Task objective
Restate the records in full and exactly, with no images included.

Dataset
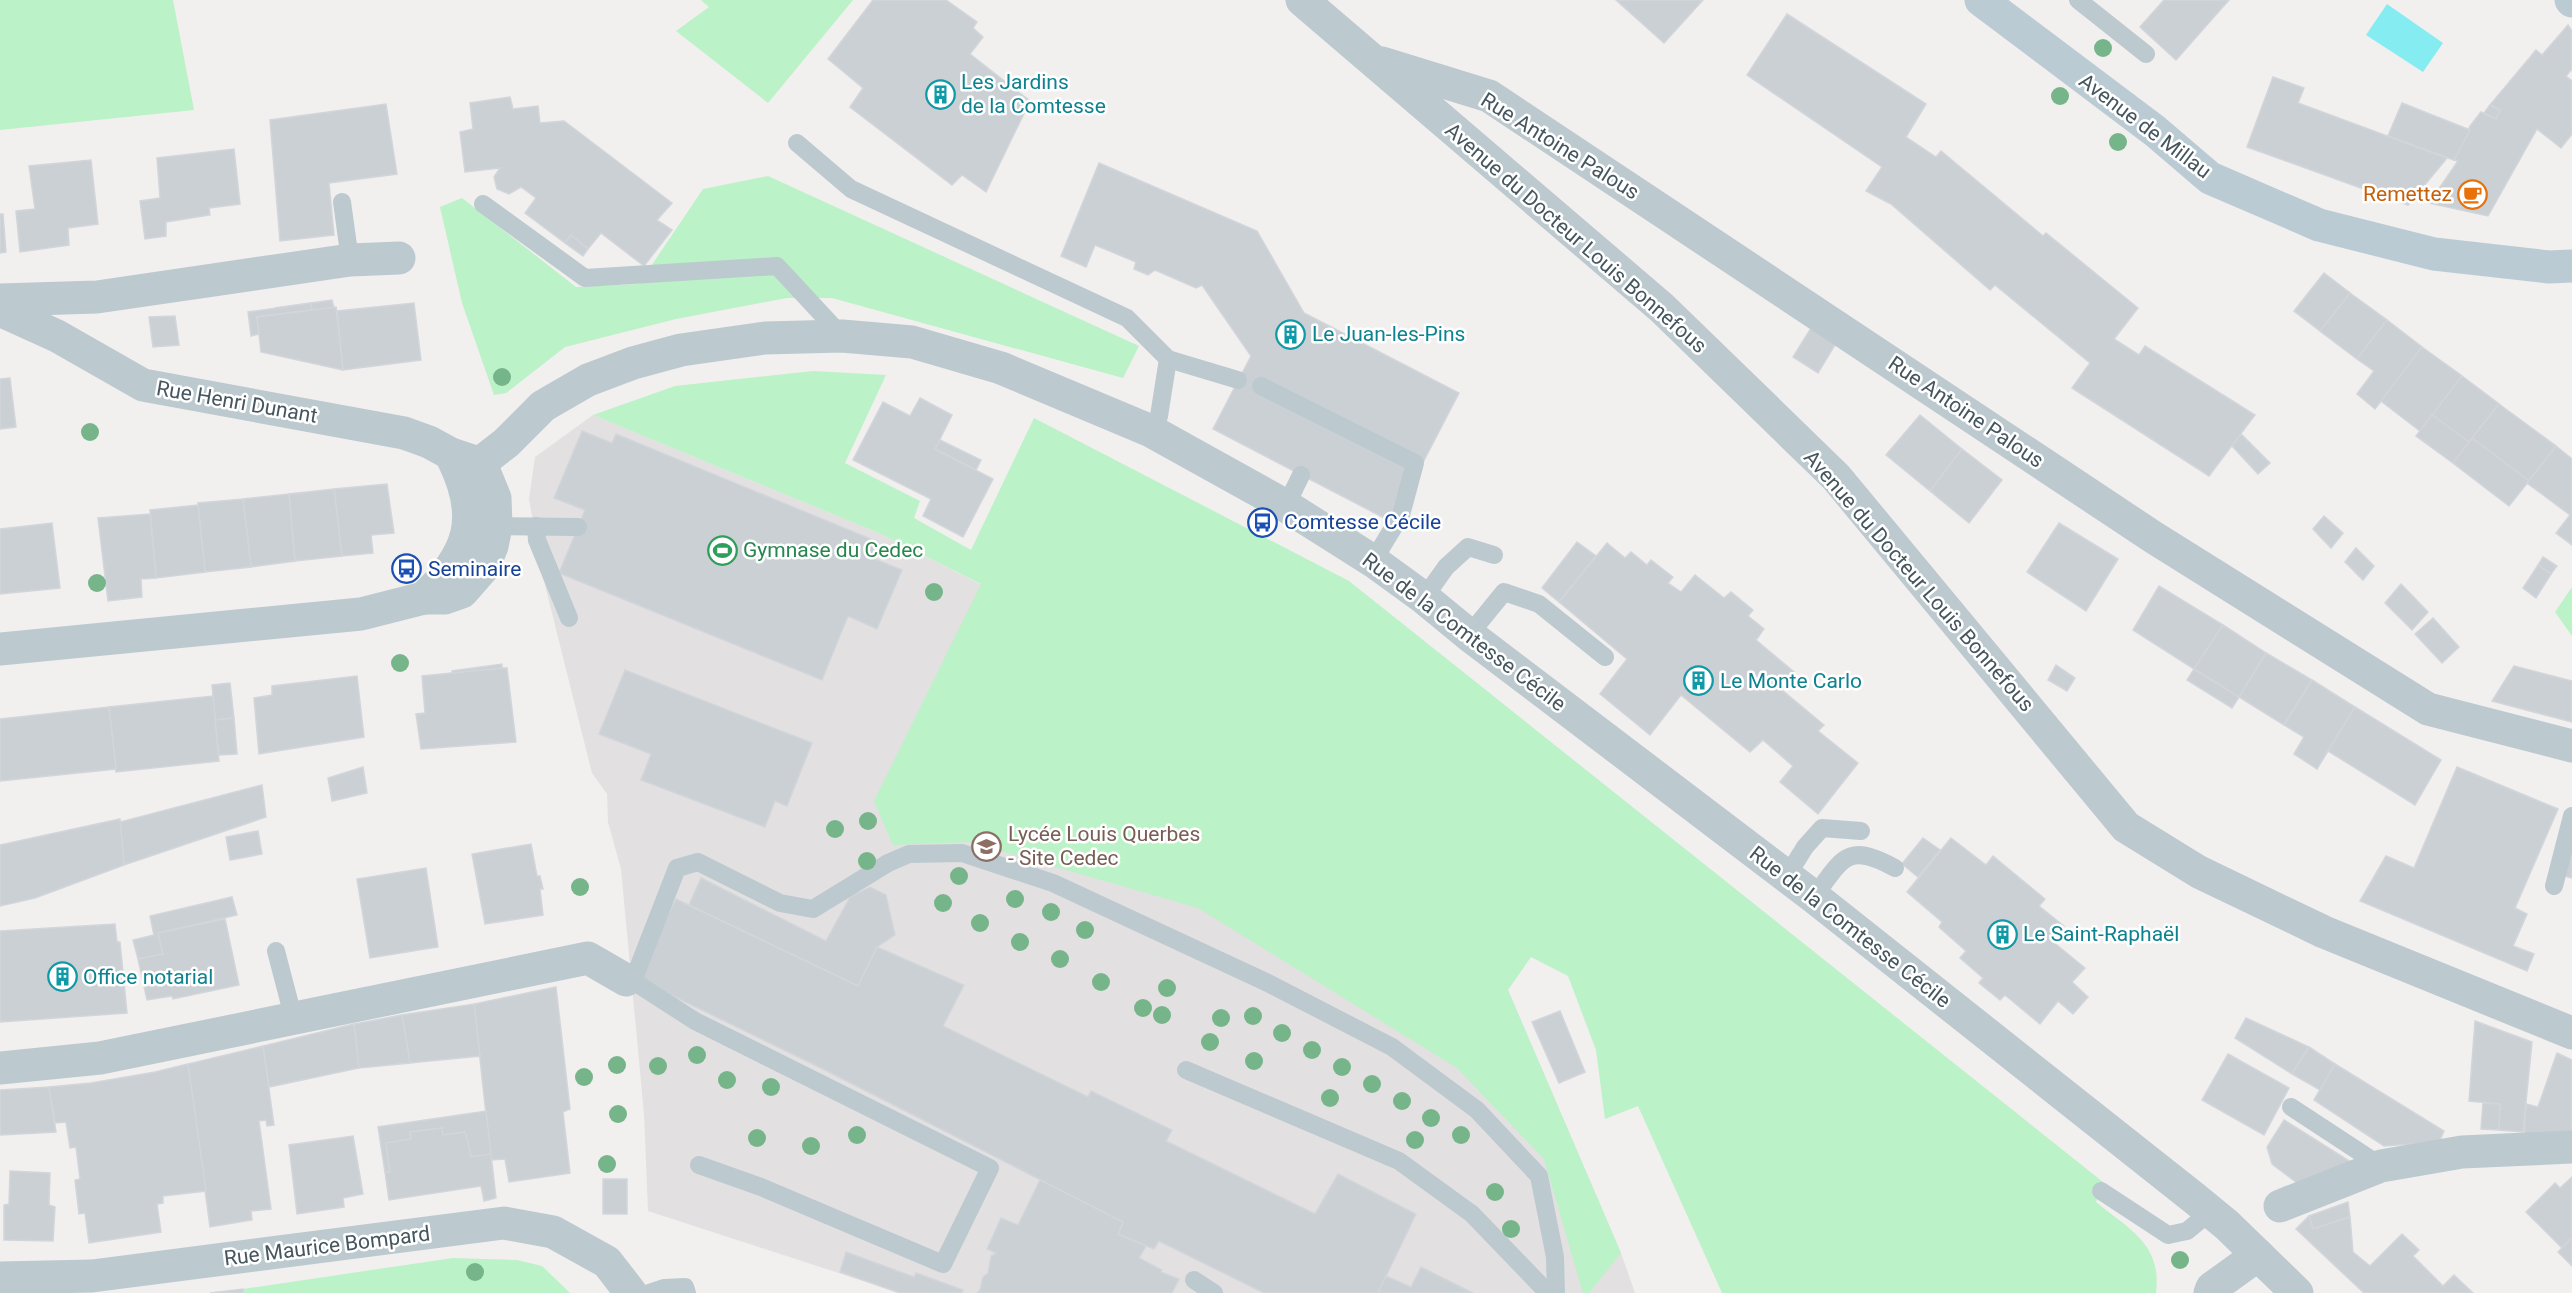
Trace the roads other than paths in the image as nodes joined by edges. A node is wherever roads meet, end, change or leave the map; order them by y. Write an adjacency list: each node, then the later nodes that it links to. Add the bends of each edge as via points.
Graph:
1 (1302, 0): 5 (street, Avenue du Docteur Louis Bonnefous)
2 (2078, 0): 4 (lane)
3 (1993, 4): 11 (main road, Avenue de Millau, via 2210,178 2319,225 2434,254)
4 (2146, 54)
5 (1369, 59): 32 (street, Rue Antoine Palous, via 1489,96 2153,537 2428,710); 42 (street, Avenue du Docteur Louis Bonnefous, via 1662,308 1836,477 2126,827 2199,872 2324,932)
6 (797, 144): 15 (lane, via 851,189 1126,318)
7 (342, 202): 10 (lane)
8 (483, 204): 14 (lane, via 585,278 777,266)
9 (399, 258): 10 (street)
10 (350, 260): 12 (street, via 97,297)
11 (2572, 266)
12 (0, 300)
13 (0, 310): 19 (street, Rue Henri Dunant, via 57,336 142,385 404,434 429,442)
14 (842, 336): 18 (street, Rue de la Comtesse Cécile, via 912,342 1001,368); 19 (street, Rue de la Comtesse Cécile, via 765,338 681,350 633,363 588,380 543,406)
15 (1168, 359): 16 (lane); 18 (lane, via 1159,416)
16 (1238, 380)
17 (1261, 386): 26 (lane, via 1415,463 1401,515)
18 (1150, 431): 21 (street, Rue de la Comtesse Cécile)
19 (464, 465): 22 (street, via 495,498)
20 (1301, 475): 21 (lane)
21 (1286, 506): 26 (street, Rue de la Comtesse Cécile)
22 (483, 526): 23 (lane); 30 (street, via 445,578 424,598 361,614)
23 (536, 526): 24 (lane); 28 (lane, via 537,540)
24 (578, 527)
25 (1494, 555): 27 (lane, via 1468,547 1446,567)
26 (1373, 561): 27 (street, Rue de la Comtesse Cécile)
27 (1424, 598): 29 (street, Rue de la Comtesse Cécile)
28 (569, 618)
29 (1469, 635): 31 (lane, via 1504,592 1539,604); 36 (street, Rue de la Comtesse Cécile)
30 (0, 649)
31 (1605, 657)
32 (2572, 746)
33 (2572, 816): 37 (lane)
34 (1861, 831): 36 (lane, via 1822,828)
35 (1895, 868): 38 (lane, via 1858,854 1842,859)
36 (1787, 876): 38 (street, Rue de la Comtesse Cécile)
37 (2553, 886)
38 (1814, 897): 51 (street, Rue de la Comtesse Cécile)
39 (276, 951): 41 (lane)
40 (629, 980): 41 (street, via 588,958); 47 (lane, via 695,1021 990,1168 943,1264); 60 (lane, via 677,868 698,862 780,903 813,909 909,854 962,853 1053,883 1268,983 1392,1047 1477,1110 1539,1176 1555,1257)
41 (294, 1020): 43 (street, via 100,1058)
42 (2572, 1033)
43 (0, 1068)
44 (1186, 1070): 59 (lane, via 1399,1161 1472,1214)
45 (2291, 1107): 48 (lane)
46 (2572, 1148): 48 (street, via 2462,1152)
47 (699, 1165)
48 (2381, 1166): 50 (street)
49 (2102, 1191): 51 (lane, via 2168,1235 2187,1232)
50 (2280, 1206)
51 (2210, 1212): 52 (street, Rue de la Comtesse Cécile)
52 (2258, 1255): 61 (street); 62 (street, Rue de la Comtesse Cécile)
53 (0, 1278): 55 (street, Rue Maurice Bompard, via 92,1276 504,1223 553,1232 607,1262)
54 (1194, 1280): 58 (lane)
55 (631, 1293)
56 (650, 1293): 57 (lane, via 686,1287)
57 (687, 1293)
58 (1214, 1293)
59 (1548, 1293)
60 (1556, 1293)
61 (2210, 1293)
62 (2297, 1293)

Expected answer
Trace the roads other than paths in the image as nodes joined by edges. A node is wherever roads meet, end, change or leave the map; order them by y. Write an adjacency list: each node, then the later nodes that it links to. Add the bends of each edge as via points.
Graph:
1 (1302, 0): 5 (street, Avenue du Docteur Louis Bonnefous)
2 (2078, 0): 4 (lane)
3 (1993, 4): 11 (main road, Avenue de Millau, via 2210,178 2319,225 2434,254)
4 (2146, 54)
5 (1369, 59): 32 (street, Rue Antoine Palous, via 1489,96 2153,537 2428,710); 42 (street, Avenue du Docteur Louis Bonnefous, via 1662,308 1836,477 2126,827 2199,872 2324,932)
6 (797, 144): 15 (lane, via 851,189 1126,318)
7 (342, 202): 10 (lane)
8 (483, 204): 14 (lane, via 585,278 777,266)
9 (399, 258): 10 (street)
10 (350, 260): 12 (street, via 97,297)
11 (2572, 266)
12 (0, 300)
13 (0, 310): 19 (street, Rue Henri Dunant, via 57,336 142,385 404,434 429,442)
14 (842, 336): 18 (street, Rue de la Comtesse Cécile, via 912,342 1001,368); 19 (street, Rue de la Comtesse Cécile, via 765,338 681,350 633,363 588,380 543,406)
15 (1168, 359): 16 (lane); 18 (lane, via 1159,416)
16 (1238, 380)
17 (1261, 386): 26 (lane, via 1415,463 1401,515)
18 (1150, 431): 21 (street, Rue de la Comtesse Cécile)
19 (464, 465): 22 (street, via 495,498)
20 (1301, 475): 21 (lane)
21 (1286, 506): 26 (street, Rue de la Comtesse Cécile)
22 (483, 526): 23 (lane); 30 (street, via 445,578 424,598 361,614)
23 (536, 526): 24 (lane); 28 (lane, via 537,540)
24 (578, 527)
25 (1494, 555): 27 (lane, via 1468,547 1446,567)
26 (1373, 561): 27 (street, Rue de la Comtesse Cécile)
27 (1424, 598): 29 (street, Rue de la Comtesse Cécile)
28 (569, 618)
29 (1469, 635): 31 (lane, via 1504,592 1539,604); 36 (street, Rue de la Comtesse Cécile)
30 (0, 649)
31 (1605, 657)
32 (2572, 746)
33 (2572, 816): 37 (lane)
34 (1861, 831): 36 (lane, via 1822,828)
35 (1895, 868): 38 (lane, via 1858,854 1842,859)
36 (1787, 876): 38 (street, Rue de la Comtesse Cécile)
37 (2553, 886)
38 (1814, 897): 51 (street, Rue de la Comtesse Cécile)
39 (276, 951): 41 (lane)
40 (629, 980): 41 (street, via 588,958); 47 (lane, via 695,1021 990,1168 943,1264); 60 (lane, via 677,868 698,862 780,903 813,909 909,854 962,853 1053,883 1268,983 1392,1047 1477,1110 1539,1176 1555,1257)
41 (294, 1020): 43 (street, via 100,1058)
42 (2572, 1033)
43 (0, 1068)
44 (1186, 1070): 59 (lane, via 1399,1161 1472,1214)
45 (2291, 1107): 48 (lane)
46 (2572, 1148): 48 (street, via 2462,1152)
47 (699, 1165)
48 (2381, 1166): 50 (street)
49 (2102, 1191): 51 (lane, via 2168,1235 2187,1232)
50 (2280, 1206)
51 (2210, 1212): 52 (street, Rue de la Comtesse Cécile)
52 (2258, 1255): 61 (street); 62 (street, Rue de la Comtesse Cécile)
53 (0, 1278): 55 (street, Rue Maurice Bompard, via 92,1276 504,1223 553,1232 607,1262)
54 (1194, 1280): 58 (lane)
55 (631, 1293)
56 (650, 1293): 57 (lane, via 686,1287)
57 (687, 1293)
58 (1214, 1293)
59 (1548, 1293)
60 (1556, 1293)
61 (2210, 1293)
62 (2297, 1293)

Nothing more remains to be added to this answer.